▶ [Work item]:
Tally the lines in the entries below where the string "Pappelstraße" occurs. Reply with the total alone.

▶ [Extracted records]:

★ ★ ★ ★ ★ ★ ★

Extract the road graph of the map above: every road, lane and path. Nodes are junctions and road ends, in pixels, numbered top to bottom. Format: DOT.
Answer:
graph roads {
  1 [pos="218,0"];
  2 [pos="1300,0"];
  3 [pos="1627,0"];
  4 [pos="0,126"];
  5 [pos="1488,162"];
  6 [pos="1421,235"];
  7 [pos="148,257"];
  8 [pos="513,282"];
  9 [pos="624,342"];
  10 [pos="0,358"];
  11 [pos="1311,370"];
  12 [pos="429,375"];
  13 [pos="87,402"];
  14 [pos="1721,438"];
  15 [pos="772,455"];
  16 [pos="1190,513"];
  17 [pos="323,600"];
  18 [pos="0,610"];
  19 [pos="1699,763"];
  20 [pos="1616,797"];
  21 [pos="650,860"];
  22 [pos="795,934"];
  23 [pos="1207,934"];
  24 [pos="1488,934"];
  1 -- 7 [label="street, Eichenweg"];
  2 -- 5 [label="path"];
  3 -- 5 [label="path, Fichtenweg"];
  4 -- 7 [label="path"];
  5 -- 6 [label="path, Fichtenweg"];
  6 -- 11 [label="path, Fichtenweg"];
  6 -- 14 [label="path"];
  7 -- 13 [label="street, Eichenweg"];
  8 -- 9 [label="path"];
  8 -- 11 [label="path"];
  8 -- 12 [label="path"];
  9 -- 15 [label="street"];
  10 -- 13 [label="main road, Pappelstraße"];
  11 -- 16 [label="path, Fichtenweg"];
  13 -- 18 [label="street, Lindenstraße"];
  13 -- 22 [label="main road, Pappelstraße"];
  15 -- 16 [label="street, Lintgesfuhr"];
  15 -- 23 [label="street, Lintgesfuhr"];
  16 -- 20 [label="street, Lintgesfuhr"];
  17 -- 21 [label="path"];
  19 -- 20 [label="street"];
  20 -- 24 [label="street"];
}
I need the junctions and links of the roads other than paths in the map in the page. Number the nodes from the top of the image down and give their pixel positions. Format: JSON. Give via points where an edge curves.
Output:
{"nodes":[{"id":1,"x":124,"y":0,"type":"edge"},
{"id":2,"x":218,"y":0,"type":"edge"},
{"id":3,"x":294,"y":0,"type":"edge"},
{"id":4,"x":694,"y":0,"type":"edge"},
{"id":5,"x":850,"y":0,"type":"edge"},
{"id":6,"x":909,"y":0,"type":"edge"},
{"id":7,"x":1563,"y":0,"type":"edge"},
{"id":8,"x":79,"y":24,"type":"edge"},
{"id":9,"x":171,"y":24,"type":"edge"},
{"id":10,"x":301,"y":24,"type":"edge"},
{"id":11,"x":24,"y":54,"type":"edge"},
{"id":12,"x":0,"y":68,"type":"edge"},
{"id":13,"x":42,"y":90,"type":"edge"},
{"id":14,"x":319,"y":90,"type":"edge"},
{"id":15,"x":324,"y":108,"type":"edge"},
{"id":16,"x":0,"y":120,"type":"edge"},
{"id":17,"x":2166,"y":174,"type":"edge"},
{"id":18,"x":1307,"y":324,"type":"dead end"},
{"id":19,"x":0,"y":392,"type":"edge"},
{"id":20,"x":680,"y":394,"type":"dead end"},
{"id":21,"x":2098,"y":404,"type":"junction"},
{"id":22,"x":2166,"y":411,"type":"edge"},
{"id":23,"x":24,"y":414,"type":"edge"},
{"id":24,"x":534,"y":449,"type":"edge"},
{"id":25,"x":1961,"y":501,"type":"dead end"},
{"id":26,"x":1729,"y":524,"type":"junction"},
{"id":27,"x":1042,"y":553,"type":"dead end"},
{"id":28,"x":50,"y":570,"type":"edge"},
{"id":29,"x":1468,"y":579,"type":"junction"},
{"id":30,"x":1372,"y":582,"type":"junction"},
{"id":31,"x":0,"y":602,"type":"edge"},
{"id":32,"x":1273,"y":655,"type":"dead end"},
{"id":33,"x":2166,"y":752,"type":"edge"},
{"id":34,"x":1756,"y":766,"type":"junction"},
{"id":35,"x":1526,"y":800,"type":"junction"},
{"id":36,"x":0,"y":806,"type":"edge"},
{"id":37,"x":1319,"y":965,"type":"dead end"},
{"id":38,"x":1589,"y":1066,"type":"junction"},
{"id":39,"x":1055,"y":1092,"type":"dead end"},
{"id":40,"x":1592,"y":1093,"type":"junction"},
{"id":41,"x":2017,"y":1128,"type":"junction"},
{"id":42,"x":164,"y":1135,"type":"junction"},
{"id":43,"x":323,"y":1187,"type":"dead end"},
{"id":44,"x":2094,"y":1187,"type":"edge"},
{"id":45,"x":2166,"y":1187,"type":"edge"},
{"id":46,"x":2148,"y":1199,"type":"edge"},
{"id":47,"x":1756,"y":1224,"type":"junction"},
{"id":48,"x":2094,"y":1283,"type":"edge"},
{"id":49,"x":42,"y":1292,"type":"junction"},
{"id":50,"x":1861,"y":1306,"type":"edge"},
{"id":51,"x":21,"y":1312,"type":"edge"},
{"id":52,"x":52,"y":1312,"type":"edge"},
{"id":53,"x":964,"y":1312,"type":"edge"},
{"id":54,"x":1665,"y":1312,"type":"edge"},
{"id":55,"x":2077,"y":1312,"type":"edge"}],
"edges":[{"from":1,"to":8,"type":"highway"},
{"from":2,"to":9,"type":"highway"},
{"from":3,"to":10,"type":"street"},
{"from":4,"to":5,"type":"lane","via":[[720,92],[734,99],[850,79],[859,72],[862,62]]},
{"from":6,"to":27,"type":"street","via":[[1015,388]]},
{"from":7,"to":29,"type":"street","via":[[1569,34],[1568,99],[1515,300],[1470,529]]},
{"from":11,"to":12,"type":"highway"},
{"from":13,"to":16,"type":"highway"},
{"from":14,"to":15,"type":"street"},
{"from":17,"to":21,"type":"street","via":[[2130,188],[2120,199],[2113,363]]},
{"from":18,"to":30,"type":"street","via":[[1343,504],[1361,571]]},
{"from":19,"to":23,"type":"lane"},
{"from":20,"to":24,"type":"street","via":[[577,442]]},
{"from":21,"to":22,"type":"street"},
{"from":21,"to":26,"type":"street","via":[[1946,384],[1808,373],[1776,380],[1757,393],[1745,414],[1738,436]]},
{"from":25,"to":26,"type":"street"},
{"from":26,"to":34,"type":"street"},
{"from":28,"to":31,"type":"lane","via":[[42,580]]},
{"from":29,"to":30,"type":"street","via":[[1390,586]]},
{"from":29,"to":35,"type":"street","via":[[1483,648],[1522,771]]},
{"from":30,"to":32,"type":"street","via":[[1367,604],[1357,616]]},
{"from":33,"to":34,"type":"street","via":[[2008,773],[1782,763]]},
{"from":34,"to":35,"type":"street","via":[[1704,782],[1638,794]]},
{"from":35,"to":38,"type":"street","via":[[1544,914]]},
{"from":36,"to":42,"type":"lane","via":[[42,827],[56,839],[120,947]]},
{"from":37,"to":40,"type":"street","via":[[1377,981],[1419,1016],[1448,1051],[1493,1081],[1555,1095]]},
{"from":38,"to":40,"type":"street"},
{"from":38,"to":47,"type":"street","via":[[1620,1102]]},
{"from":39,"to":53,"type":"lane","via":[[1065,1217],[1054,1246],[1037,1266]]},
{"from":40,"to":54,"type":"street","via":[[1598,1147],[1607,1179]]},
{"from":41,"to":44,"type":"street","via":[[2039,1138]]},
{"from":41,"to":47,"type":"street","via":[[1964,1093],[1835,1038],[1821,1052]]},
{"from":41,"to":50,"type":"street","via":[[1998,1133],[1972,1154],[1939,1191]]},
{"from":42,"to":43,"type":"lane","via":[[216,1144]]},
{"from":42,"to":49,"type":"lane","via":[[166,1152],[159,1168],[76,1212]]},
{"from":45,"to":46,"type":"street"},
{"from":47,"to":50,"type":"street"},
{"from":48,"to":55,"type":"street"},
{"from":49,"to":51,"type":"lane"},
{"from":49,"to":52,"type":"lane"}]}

★ ★ ★ ★ ★ ★ ★

▶ [Task response]:
2